For TIL therapy, part of the patient’s tumor is surgically removed, and the TILs from within it are isolated, grown in the lab, and delivered back to the patient. Unlike the other types of ACT, TIL therapy does not require genetic modification of the patient’s immune cells. TIL therapy is approved to treat certain melanomas.
What are BiTEs?
An immune cell must find a cancer cell before it can attack and eliminate it. Specialized proteins called antibodies help immune cells find their targets, whether that be a virus, bacterium, or cancer cell. Researchers have developed antibodies for cancer therapy that can better help immune cells find cancer cells.

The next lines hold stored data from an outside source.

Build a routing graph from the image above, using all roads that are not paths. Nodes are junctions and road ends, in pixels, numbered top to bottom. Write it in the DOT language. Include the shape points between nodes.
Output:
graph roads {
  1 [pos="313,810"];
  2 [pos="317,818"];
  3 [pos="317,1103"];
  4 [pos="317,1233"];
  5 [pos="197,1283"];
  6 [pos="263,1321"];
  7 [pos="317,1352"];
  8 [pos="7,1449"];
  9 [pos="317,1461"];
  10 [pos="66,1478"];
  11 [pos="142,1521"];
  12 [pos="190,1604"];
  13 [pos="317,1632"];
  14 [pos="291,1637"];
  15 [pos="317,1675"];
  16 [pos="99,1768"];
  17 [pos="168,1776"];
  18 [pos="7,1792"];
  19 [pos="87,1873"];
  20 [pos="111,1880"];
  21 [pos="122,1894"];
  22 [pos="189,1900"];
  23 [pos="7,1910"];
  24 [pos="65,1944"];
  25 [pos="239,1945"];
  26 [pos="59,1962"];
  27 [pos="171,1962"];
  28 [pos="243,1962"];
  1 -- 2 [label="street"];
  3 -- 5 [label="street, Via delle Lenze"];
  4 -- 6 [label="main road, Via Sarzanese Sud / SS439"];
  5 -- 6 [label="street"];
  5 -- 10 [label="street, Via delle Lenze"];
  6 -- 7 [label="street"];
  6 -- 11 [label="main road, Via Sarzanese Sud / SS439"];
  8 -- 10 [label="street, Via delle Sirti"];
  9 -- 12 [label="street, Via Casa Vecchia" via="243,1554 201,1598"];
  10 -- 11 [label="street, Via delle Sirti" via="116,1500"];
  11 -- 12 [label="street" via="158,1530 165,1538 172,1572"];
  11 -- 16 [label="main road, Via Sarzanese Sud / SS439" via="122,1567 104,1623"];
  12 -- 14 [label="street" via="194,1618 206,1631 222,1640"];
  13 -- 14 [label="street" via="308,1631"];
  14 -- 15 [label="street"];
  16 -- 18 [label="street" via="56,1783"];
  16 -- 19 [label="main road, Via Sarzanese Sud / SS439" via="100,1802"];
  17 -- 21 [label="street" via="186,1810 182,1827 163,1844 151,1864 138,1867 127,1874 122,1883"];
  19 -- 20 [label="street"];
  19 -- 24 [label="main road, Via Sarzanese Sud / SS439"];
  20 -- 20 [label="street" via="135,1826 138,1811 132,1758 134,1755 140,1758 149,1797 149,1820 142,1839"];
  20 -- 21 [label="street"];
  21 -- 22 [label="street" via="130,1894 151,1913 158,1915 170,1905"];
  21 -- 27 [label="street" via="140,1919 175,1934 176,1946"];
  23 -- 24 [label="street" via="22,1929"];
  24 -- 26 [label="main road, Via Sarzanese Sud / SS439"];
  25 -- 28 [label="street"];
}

An immunotherapy known as a BiTE is essentially a two-headed antibody that can bind to two different proteins at the same time—one protein on immune cells and another on cancer cells. By simultaneously binding proteins on both cell types, BiTEs bring immune cells near cancer cells so they can eliminate the cancer cells. BiTEs are approved for a variety of blood cancers, as well as for lung cancer.
What are Therapeutic Vaccines?
Generally speaking, vaccines train the immune system to recognize and fight disease. Some vaccines, like the HPV vaccine, can prevent cancer, but the therapeutic vaccines developed as cancer immunotherapy are used to treat patients who already have cancer.

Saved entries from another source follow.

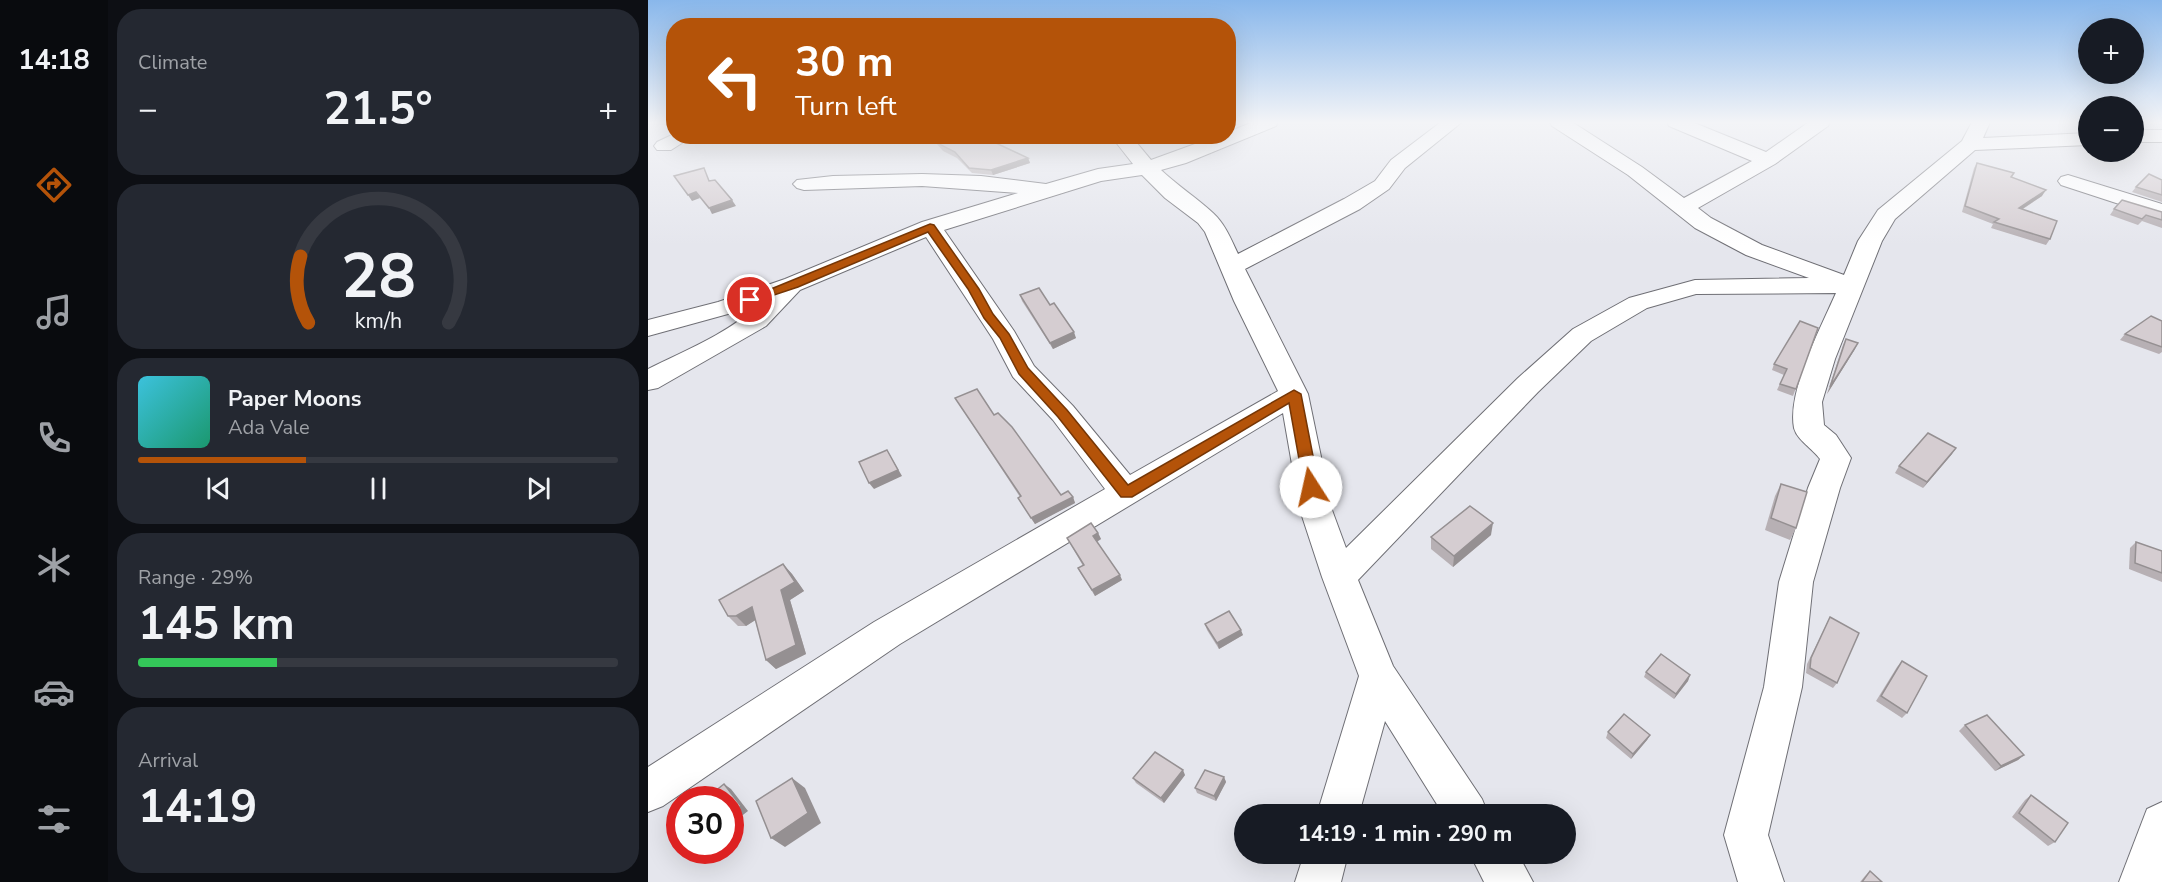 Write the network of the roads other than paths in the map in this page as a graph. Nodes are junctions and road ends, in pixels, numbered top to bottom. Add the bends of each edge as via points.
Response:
1 (1143, 163) edge
2 (1164, 163) edge
3 (1399, 163) edge
4 (1622, 163) edge
5 (1762, 163) edge
6 (1947, 163) edge
7 (1147, 168) junction
8 (2068, 181) dead end
9 (804, 184) dead end
10 (1051, 190) junction
11 (1684, 207) junction
12 (2162, 212) edge
13 (930, 227) junction
14 (1232, 267) junction
15 (794, 284) junction
16 (1851, 285) junction
17 (648, 328) edge
18 (648, 381) edge
19 (1294, 394) junction
20 (1126, 493) junction
21 (1339, 577) junction
22 (1378, 676) junction
23 (648, 791) edge
24 (1341, 804) edge
25 (1461, 804) edge
26 (2162, 824) edge
27 (1323, 864) edge
28 (1498, 864) edge
29 (1318, 882) edge
30 (1510, 882) edge
31 (1761, 882) edge
32 (2142, 882) edge

1 - 7 street
2 - 7 street
3 - 14 street via 1382,185 1352,204
4 - 11 street
5 - 11 street
6 - 16 street via 1886,215
7 - 10 street via 1098,175
7 - 14 street via 1206,218
8 - 12 street
9 - 10 street via 994,183
10 - 13 street
11 - 16 street via 1703,223 1754,250
13 - 15 street
13 - 20 street via 1005,337 1023,371
14 - 19 street
15 - 17 street via 727,308
15 - 18 street via 758,320
16 - 21 street via 1695,287 1638,303 1582,335
16 - 31 street via 1808,402 1809,429 1836,458 1796,582 1783,687 1746,835
19 - 20 street
19 - 21 street via 1316,510
20 - 23 street via 887,633
21 - 22 street
22 - 24 street
22 - 25 street
26 - 32 street
27 - 29 street
28 - 30 street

Therapeutic vaccines work by exposing the patient’s immune system to a protein made by cancer cells. Once the patient’s immune cells are trained to recognize the cancer-associated protein, they will be able to find and kill cancer cells throughout the patient’s body. A therapeutic vaccine is approved to treat prostate cancer.
What are Oncolytic Viruses?
Oncolytic viruses exploit the natural ability of some viruses to infect cancer cells. These modified viruses do not cause infectious disease but are able to kill cancer cells. Molecules released from the dying cancer cells further boost the immune response against cancer. This type of immunotherapy is approved for melanoma.
What are Cytokines?
Immune cells release molecules called cytokines to rapidly activate the immune system to respond to infection or cancer. When given to patients, cytokines can boost their immune system against cancer, improve the efficacy of other immunotherapies, or help mitigate some side effects.
Ongoing Immunotherapy Research
Researchers continue to explore ways to improve immunotherapy: combining immunotherapies with one another and with other cancer treatments, mitigating side effects, increasing access to immunotherapy in underserved areas, and predicting which patients might benefit most from immunotherapy.
The American Association for Cancer Research (AACR) supports these research efforts and others through several avenues, including its grants, publications, and scientific meetings. Next year’s inaugural AACR IO conference will convene renowned cancer immunotherapy pioneers to discuss exciting new directions in immunotherapy research.